> TASK BRIEF: If a line below contains the string "edge", return that line.

[Collected data]
_ _ _ _
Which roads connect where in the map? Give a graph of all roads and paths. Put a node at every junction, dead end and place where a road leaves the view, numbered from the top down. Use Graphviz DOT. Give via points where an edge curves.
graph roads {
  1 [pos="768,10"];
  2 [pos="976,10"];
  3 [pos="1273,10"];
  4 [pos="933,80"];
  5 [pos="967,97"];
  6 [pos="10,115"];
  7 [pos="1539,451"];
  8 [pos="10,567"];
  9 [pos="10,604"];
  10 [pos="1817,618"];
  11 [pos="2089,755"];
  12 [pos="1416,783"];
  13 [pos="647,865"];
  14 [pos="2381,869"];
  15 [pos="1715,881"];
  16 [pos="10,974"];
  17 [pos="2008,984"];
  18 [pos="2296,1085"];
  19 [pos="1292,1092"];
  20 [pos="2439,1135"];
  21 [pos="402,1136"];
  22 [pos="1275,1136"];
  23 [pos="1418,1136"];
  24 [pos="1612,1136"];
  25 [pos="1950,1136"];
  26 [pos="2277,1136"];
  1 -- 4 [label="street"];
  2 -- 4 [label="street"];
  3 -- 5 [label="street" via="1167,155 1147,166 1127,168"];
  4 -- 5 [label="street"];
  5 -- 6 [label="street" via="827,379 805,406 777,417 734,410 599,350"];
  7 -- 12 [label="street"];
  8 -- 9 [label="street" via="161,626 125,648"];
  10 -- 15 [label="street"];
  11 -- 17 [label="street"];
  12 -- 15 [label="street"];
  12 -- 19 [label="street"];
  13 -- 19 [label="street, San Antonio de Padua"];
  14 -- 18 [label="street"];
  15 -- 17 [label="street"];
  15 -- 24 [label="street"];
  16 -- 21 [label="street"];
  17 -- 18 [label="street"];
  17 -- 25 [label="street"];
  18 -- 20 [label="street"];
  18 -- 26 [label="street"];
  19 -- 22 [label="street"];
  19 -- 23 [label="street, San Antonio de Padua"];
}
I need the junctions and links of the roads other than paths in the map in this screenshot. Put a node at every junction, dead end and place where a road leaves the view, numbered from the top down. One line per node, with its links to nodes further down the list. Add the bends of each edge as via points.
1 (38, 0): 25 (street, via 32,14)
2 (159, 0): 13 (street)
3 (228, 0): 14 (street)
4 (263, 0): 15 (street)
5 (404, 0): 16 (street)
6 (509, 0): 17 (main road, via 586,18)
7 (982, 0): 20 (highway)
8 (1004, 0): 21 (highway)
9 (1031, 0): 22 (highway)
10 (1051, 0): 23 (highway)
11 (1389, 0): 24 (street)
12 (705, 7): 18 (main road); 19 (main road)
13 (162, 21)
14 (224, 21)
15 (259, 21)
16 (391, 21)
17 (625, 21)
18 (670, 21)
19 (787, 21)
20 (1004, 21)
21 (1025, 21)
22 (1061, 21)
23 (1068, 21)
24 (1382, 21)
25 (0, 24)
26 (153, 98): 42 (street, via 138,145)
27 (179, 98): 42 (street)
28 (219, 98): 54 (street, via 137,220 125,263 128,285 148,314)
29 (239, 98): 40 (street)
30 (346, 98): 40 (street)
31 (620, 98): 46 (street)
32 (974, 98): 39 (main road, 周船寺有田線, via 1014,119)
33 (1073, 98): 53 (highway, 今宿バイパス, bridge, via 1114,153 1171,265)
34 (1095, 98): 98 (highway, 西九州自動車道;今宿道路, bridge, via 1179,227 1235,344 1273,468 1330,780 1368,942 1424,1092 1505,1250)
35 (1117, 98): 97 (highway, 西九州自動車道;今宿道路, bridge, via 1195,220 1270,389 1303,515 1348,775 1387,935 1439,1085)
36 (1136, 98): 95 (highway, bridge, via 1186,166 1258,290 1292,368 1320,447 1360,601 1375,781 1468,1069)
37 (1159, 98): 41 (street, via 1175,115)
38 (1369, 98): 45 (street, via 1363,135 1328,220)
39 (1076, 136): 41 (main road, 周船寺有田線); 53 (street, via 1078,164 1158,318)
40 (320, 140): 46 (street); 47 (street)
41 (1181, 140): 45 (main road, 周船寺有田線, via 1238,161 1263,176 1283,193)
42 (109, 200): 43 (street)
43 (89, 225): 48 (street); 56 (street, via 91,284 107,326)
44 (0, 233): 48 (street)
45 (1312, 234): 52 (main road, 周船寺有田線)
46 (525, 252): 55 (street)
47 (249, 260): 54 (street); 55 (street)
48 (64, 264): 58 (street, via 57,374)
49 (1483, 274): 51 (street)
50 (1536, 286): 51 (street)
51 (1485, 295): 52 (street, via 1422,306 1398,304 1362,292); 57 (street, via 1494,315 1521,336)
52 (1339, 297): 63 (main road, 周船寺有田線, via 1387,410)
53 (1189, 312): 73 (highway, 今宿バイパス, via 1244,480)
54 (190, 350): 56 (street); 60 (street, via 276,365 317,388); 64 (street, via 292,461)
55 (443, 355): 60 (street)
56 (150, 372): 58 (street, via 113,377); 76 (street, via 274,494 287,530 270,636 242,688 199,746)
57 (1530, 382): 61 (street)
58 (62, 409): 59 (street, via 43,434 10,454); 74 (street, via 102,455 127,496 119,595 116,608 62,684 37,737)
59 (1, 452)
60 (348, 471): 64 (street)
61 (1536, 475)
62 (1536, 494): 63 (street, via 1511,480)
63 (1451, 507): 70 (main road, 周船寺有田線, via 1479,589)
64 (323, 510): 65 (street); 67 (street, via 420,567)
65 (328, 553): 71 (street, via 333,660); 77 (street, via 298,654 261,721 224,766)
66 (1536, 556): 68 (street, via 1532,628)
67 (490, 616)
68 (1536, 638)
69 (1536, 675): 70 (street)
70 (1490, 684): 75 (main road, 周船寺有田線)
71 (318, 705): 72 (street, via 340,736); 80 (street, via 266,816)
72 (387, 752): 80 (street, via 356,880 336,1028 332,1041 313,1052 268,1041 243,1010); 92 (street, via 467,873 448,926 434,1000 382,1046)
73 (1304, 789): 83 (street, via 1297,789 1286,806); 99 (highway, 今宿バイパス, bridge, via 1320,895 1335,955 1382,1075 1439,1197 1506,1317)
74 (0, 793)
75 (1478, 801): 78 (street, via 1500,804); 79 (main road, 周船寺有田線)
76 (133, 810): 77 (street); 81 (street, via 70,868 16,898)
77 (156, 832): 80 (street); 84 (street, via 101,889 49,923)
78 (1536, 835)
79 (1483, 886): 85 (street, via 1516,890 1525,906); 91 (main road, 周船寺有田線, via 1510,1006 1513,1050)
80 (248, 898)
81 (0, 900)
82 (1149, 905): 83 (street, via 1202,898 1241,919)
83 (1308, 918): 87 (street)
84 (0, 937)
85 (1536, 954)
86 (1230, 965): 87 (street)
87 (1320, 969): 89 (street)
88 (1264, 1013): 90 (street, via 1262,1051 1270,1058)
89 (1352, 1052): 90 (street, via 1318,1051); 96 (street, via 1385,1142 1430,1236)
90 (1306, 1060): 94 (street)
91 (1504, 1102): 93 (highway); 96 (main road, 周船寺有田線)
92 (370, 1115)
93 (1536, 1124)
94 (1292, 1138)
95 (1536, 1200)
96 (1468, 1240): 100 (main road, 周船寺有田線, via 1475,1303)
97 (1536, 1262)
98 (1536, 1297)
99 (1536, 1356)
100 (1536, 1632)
_ _ _ _
> SOLUTION:
Which roads connect where in the map? Give a graph of all roads and paths. Put a node at every junction, dead end and place where a road leaves the view, numbered from the top down. Use Graphviz DOT. Give via points where an edge curves.
I need the junctions and links of the roads other than paths in the map in this screenshot. Put a node at every junction, dead end and place where a road leaves the view, numbered from the top down. One line per node, with its links to nodes further down the list. Add the bends of each edge as via points.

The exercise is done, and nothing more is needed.